Government Efficiency: An imagined dialogue
This is an excerpt from the Substack of Don Moynihan, a professor of Public Policy, at the University of Michigan.
What would it be like to ask DOGE leaders about their management strategies?
We have some ideas about how to make government work better.
Cool, what’s your background?
We have created some of the best companies in the world. And we understand tech innovation. Well, some of us do. . . .
Uh, okay, what are your ideas?
First, everyone should write down what they did every week, and send it to someone they don’t know who doesn’t supervise them.
Hmm…and then what?
Well, we will use the information to evaluate priorities.
So you understand the policy area and value of what is being done?
No, AI will help us.
Have you built and tested the AI?
No, that comes later.
Any other management tricks.
Yes, we put employees in a constant state of fear. We fire them and rehire them and refire them again. Make them return to office even as we are trying to sell their office space. Tell them they can resign, but then put the person processing the resignations on administrative leave. . . .
They must love that.
Haha, yes.
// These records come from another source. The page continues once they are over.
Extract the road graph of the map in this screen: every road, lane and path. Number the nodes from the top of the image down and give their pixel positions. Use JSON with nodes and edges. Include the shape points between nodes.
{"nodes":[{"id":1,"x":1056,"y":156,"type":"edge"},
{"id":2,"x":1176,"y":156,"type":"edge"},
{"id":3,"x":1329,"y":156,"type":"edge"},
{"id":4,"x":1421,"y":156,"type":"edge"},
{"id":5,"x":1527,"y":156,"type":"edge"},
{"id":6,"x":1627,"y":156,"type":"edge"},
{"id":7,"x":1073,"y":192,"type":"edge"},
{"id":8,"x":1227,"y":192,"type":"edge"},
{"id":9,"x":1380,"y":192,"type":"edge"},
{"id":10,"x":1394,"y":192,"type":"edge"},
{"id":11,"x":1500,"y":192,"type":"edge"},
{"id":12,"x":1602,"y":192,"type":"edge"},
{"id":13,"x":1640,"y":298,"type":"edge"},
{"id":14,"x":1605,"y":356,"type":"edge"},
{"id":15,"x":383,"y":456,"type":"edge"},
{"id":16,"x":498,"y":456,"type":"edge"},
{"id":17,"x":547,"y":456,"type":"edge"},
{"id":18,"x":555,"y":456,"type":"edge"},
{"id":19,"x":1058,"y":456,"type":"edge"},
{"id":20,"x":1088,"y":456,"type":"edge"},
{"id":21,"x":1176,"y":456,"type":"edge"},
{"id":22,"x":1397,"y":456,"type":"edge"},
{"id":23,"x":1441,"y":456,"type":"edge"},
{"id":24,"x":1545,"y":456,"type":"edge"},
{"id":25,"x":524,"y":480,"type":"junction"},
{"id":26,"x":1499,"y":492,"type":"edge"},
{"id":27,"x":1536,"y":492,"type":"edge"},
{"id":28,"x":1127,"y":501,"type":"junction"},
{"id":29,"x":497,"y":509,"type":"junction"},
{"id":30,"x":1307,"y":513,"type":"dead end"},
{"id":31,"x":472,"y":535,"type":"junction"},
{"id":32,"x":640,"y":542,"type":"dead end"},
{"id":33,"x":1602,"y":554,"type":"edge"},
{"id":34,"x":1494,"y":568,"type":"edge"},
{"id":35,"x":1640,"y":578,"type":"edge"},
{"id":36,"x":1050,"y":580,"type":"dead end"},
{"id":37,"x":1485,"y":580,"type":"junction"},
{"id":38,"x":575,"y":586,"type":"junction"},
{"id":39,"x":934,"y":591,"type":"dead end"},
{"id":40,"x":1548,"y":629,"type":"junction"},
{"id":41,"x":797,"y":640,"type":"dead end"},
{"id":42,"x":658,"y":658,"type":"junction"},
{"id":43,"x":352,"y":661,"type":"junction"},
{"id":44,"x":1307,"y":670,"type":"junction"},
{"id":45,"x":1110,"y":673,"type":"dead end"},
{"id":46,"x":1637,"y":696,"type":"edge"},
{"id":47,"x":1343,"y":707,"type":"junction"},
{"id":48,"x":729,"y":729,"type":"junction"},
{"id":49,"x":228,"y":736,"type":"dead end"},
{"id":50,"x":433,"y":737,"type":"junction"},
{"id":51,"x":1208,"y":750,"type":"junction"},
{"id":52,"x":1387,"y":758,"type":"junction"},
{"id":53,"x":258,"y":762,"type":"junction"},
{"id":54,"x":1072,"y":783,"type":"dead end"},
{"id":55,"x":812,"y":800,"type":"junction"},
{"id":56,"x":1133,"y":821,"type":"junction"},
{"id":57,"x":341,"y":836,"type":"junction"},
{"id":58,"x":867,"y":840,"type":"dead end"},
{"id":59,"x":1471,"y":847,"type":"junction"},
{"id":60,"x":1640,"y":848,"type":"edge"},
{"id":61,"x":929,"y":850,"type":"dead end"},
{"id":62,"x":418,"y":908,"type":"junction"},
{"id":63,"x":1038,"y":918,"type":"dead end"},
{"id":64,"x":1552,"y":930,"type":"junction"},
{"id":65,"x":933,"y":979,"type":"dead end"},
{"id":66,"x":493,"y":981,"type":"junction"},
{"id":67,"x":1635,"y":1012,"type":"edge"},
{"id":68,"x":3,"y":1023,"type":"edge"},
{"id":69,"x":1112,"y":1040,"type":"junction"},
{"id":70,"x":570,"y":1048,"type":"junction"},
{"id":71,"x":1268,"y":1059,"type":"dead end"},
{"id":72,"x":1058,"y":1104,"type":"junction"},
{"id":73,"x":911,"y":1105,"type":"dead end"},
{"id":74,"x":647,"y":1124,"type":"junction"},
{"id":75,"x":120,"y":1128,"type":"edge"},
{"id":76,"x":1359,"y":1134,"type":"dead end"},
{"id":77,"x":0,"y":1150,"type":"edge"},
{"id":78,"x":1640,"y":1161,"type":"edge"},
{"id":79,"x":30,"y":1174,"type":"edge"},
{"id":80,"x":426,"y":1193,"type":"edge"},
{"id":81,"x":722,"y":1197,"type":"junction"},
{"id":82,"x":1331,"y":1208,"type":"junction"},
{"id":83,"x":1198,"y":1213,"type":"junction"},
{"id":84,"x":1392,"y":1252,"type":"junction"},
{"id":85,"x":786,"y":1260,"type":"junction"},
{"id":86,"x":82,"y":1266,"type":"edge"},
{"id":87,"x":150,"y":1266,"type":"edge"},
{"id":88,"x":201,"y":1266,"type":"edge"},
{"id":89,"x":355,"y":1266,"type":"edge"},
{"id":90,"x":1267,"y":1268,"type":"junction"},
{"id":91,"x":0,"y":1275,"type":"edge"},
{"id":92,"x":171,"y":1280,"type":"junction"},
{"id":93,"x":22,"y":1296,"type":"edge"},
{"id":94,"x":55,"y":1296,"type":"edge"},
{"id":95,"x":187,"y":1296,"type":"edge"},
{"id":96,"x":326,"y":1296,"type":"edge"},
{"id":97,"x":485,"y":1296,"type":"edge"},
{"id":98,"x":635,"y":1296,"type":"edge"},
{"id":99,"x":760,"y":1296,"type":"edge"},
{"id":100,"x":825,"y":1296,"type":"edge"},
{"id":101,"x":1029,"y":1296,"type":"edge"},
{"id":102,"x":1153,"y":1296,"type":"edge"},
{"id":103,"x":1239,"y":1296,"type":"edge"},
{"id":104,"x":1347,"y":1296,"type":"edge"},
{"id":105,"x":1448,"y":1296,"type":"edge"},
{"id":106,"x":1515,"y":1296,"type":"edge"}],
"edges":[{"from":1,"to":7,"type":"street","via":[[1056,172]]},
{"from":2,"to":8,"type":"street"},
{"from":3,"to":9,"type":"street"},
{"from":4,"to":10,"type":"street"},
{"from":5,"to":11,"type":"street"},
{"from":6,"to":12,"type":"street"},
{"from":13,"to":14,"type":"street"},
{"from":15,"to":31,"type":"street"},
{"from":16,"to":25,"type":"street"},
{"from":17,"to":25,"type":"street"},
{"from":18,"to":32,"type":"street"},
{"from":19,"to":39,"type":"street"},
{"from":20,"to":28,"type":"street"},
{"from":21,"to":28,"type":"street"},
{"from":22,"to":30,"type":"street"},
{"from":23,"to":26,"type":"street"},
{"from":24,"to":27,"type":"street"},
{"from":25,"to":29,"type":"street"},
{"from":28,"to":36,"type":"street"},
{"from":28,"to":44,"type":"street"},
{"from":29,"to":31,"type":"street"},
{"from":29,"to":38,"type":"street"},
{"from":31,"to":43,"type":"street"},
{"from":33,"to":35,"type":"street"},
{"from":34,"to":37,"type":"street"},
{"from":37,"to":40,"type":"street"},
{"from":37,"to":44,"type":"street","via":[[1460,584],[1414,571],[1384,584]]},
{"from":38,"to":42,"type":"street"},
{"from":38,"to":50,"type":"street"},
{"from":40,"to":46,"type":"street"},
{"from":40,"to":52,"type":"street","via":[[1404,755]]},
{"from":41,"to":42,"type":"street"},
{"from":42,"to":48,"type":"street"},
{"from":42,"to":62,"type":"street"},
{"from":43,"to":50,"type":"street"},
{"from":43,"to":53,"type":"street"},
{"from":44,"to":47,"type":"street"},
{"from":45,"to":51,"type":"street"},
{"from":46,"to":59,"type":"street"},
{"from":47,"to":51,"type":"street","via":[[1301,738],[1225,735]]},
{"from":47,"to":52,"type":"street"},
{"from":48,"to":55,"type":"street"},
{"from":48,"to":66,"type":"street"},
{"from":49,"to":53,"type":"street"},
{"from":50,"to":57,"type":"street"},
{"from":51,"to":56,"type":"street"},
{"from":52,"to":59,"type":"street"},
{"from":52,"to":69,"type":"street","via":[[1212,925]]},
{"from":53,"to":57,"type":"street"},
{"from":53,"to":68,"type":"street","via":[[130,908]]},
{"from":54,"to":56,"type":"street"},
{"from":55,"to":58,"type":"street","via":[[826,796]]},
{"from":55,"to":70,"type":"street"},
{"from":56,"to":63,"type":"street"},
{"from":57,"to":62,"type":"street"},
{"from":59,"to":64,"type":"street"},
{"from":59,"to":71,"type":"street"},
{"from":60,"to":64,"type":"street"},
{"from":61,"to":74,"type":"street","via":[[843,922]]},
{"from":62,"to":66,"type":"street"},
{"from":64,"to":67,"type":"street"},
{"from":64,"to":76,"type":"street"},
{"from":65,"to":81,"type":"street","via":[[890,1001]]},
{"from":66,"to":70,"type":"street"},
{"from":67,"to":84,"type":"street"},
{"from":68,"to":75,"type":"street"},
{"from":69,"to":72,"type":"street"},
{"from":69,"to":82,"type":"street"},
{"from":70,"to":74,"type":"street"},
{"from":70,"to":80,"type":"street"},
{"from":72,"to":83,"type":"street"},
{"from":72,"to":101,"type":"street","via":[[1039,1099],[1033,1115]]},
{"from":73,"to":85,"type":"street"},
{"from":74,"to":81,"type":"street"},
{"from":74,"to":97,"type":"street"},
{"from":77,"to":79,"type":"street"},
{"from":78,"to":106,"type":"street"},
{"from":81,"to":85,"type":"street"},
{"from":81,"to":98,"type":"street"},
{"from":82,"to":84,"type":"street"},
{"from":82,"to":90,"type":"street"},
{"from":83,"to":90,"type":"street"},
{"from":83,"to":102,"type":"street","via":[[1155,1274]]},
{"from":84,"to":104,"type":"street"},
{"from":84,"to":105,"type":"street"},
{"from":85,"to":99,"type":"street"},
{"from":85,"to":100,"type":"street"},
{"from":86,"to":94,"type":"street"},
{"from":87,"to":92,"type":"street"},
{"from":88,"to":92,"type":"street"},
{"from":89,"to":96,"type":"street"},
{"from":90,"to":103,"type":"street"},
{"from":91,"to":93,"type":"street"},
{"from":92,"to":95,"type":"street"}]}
It’s driving a lot of people who love working for government to leave. We forced some to stay up for 36 hours straight to help fire their colleagues. . . .
We are also cutting unnecessary spending.
Wow, seems like a big deal. How do you know it’s unnecessary? . . .
Some guy on X said it was. And none of it is really necessary if you think about it. Which we don’t.
But don’t some of these services exist because people value them?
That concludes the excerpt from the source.